____ Dataset

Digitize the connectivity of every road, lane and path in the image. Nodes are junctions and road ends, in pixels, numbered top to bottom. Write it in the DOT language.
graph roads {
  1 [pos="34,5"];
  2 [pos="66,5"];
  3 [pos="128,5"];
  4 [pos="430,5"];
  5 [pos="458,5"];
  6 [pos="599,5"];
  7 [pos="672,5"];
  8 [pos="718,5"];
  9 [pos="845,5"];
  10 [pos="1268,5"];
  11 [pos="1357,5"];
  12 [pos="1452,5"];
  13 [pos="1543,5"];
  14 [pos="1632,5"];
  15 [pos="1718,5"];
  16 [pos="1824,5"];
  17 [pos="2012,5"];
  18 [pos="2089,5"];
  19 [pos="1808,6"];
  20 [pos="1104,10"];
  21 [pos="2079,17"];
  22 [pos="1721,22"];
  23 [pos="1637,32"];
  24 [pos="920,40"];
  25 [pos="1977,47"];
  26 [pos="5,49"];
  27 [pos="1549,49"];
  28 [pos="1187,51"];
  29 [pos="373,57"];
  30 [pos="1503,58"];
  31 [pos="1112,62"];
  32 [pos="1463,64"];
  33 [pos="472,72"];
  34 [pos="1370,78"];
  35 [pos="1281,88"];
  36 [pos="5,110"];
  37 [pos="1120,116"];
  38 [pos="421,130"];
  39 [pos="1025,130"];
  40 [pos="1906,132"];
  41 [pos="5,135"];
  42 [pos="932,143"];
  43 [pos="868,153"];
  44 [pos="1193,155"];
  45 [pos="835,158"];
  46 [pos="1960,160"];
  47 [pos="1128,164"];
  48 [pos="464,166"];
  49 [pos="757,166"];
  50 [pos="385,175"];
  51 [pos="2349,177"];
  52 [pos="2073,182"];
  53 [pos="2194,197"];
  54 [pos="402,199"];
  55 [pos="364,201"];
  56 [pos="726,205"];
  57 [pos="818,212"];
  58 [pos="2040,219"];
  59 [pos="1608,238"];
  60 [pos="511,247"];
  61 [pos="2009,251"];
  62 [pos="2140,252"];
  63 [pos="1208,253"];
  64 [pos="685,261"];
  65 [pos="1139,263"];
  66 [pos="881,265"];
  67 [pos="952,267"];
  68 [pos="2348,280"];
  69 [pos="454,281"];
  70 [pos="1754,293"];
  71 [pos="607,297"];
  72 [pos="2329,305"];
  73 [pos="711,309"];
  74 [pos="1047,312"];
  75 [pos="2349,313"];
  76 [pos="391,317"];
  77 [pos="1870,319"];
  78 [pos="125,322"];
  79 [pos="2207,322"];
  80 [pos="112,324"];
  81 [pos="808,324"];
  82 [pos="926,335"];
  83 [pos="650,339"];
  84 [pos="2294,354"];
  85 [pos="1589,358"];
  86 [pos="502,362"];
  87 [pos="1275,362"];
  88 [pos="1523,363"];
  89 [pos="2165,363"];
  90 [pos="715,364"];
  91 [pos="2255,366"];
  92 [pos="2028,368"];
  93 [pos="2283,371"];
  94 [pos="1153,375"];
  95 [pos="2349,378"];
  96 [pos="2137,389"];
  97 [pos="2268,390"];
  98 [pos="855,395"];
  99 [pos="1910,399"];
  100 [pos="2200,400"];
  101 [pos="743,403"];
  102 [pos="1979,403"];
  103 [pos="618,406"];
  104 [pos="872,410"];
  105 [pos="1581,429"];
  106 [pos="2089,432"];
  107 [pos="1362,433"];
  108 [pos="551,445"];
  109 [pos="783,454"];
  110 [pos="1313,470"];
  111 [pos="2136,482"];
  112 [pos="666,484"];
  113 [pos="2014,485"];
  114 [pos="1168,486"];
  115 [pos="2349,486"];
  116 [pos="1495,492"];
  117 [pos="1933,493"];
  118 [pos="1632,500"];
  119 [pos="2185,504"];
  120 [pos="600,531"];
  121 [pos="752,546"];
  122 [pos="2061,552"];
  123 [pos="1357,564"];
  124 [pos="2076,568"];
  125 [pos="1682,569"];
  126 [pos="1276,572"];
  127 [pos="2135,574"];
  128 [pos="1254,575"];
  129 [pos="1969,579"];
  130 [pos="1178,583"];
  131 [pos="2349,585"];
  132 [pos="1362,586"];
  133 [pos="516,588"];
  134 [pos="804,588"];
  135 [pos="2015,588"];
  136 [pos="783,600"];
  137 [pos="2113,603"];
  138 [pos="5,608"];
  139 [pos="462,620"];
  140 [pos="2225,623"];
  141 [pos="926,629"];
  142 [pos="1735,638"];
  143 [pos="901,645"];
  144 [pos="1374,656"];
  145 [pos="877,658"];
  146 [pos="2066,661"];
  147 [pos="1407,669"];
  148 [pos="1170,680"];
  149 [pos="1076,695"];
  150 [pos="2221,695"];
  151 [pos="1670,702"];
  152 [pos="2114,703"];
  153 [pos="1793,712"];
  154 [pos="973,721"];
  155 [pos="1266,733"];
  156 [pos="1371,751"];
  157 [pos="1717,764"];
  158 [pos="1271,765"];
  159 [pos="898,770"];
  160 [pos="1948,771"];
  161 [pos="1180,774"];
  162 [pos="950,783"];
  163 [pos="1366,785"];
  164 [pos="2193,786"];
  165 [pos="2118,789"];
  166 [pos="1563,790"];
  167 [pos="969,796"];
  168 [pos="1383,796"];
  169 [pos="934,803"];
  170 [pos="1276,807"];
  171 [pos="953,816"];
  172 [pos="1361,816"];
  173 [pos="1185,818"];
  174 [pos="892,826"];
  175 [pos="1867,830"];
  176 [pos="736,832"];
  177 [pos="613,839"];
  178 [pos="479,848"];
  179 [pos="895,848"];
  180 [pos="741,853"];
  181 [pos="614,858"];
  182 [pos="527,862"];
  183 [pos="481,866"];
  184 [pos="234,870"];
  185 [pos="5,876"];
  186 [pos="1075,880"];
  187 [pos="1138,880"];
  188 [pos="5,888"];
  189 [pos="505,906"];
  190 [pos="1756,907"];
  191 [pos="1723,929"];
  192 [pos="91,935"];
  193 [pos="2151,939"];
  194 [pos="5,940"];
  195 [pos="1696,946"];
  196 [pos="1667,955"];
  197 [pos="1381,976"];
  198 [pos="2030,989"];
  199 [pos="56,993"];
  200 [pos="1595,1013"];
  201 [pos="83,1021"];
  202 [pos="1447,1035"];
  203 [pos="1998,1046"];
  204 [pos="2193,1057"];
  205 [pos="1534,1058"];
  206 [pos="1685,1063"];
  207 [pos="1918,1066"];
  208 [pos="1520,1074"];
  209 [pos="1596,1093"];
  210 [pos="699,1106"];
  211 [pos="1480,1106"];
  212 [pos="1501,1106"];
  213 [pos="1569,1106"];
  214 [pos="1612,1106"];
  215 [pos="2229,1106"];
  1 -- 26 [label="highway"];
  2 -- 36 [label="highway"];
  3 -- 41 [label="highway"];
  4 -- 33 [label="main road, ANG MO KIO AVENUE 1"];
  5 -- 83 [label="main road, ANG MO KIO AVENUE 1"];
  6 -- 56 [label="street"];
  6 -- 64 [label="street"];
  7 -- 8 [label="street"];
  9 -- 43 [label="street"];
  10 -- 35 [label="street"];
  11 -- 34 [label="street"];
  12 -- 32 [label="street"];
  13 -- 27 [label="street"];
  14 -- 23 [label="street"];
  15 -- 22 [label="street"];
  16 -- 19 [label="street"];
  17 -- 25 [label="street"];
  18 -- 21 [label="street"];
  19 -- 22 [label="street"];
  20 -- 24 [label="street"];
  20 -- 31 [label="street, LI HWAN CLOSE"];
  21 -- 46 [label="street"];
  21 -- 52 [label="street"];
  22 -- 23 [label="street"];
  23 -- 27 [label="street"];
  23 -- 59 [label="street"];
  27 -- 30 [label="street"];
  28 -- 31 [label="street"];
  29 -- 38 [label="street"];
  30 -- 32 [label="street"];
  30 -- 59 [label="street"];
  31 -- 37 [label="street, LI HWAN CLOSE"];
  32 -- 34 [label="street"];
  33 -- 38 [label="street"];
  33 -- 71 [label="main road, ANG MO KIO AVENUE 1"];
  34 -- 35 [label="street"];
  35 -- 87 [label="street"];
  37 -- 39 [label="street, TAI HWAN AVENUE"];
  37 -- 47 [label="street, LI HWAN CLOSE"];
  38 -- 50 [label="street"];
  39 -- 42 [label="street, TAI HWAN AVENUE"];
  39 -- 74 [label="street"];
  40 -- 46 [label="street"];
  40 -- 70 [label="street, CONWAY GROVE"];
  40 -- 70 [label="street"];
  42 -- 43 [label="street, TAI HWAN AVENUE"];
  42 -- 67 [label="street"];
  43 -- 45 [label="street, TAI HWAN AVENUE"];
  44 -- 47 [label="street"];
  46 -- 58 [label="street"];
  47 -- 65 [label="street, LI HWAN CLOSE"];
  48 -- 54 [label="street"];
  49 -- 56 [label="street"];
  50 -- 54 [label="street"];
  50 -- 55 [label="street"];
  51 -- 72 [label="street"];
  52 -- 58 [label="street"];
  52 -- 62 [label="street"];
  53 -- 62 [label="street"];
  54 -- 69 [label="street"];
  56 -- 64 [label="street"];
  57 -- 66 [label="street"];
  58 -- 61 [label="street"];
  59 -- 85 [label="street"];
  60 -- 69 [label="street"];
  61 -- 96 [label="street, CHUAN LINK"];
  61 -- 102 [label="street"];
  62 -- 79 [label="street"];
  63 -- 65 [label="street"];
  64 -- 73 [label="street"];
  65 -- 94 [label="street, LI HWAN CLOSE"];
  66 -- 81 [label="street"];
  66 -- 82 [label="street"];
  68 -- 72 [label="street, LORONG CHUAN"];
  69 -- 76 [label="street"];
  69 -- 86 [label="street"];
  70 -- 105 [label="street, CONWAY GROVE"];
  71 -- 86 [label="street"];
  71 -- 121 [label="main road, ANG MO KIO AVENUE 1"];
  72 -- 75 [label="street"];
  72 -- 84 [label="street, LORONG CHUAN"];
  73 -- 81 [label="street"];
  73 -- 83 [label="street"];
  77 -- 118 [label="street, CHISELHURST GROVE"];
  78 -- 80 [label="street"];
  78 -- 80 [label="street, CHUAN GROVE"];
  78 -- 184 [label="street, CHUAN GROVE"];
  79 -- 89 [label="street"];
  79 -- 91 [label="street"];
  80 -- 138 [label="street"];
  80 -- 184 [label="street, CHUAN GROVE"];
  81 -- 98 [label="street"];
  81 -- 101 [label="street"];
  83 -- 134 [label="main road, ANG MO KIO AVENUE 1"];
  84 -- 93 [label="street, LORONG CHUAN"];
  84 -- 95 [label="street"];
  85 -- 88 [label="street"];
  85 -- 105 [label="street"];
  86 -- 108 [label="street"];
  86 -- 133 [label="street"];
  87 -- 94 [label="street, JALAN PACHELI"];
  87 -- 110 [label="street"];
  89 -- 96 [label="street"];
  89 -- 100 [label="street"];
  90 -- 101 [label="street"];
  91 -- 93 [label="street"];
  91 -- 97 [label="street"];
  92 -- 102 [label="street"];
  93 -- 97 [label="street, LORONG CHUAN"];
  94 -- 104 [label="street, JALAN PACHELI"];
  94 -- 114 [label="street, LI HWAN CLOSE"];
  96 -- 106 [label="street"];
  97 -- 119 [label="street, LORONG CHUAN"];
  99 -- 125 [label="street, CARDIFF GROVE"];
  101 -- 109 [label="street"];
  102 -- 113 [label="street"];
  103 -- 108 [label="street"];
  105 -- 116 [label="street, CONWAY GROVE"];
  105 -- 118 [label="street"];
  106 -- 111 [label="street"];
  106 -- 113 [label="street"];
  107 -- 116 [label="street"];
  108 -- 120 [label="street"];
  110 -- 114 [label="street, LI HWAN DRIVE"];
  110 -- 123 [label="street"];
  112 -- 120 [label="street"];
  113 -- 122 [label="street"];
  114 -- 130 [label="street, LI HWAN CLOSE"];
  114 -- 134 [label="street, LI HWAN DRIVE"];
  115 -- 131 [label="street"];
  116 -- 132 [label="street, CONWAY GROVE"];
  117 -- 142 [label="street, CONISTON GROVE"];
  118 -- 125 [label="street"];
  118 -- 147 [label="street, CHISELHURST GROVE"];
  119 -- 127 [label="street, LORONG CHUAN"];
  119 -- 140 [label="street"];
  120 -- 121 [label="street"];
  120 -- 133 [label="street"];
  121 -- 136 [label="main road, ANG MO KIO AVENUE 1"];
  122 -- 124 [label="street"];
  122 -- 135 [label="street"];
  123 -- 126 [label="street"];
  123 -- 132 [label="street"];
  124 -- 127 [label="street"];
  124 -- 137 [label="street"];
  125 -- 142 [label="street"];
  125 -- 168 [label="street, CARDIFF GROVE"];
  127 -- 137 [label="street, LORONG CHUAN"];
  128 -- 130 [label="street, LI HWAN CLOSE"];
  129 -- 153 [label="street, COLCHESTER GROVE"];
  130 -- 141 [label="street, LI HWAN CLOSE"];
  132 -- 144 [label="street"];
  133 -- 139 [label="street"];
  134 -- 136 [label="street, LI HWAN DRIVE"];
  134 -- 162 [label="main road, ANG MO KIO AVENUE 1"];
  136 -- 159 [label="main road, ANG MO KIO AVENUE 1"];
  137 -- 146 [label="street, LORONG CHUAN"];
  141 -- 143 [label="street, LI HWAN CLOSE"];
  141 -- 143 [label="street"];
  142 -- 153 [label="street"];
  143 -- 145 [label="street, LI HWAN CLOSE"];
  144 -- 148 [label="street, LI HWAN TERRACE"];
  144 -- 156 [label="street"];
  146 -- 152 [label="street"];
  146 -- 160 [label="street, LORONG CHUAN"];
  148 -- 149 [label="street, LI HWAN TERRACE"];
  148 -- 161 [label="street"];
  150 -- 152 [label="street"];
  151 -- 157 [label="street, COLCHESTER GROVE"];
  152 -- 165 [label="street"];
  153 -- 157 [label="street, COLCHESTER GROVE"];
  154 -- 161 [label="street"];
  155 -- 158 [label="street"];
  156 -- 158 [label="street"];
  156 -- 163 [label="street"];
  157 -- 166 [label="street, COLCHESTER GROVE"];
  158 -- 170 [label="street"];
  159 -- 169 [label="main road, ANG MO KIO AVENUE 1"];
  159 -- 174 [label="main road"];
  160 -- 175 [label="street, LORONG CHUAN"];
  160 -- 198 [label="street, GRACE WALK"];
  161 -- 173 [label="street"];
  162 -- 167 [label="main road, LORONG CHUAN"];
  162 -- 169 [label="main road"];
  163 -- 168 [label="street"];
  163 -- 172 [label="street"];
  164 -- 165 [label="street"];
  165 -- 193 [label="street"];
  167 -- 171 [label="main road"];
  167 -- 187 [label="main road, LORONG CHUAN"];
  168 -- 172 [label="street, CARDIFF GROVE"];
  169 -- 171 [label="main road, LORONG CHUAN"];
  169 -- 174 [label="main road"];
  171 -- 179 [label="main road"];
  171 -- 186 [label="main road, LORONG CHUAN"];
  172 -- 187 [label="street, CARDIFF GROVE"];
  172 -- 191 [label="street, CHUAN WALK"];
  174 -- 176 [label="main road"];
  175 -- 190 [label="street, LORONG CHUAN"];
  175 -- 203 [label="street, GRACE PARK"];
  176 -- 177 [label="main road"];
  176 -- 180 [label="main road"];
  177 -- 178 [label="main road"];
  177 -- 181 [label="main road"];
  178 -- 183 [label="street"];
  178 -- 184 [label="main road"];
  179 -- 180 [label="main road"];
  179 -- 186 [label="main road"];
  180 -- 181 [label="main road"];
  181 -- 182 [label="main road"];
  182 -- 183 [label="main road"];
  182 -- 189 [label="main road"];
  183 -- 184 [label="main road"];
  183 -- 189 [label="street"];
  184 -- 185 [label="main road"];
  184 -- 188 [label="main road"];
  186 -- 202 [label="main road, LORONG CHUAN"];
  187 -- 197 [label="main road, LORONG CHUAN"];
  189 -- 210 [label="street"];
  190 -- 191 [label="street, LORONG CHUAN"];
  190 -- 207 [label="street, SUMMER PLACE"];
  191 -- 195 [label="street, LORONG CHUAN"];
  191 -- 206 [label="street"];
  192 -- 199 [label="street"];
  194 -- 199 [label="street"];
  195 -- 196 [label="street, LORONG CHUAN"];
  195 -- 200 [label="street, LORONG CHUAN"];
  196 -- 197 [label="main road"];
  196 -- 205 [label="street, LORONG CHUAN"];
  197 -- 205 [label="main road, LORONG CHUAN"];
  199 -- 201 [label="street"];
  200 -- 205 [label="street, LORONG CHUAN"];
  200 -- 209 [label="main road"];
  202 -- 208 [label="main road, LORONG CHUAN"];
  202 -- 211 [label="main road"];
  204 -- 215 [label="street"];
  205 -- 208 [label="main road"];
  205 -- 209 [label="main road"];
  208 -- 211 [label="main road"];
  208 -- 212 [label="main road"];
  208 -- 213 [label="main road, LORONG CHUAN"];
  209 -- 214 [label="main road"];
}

________

What this task involves
From the lines above, copy those that contain the word "highway".

Task response
  1 -- 26 [label="highway"];
  2 -- 36 [label="highway"];
  3 -- 41 [label="highway"];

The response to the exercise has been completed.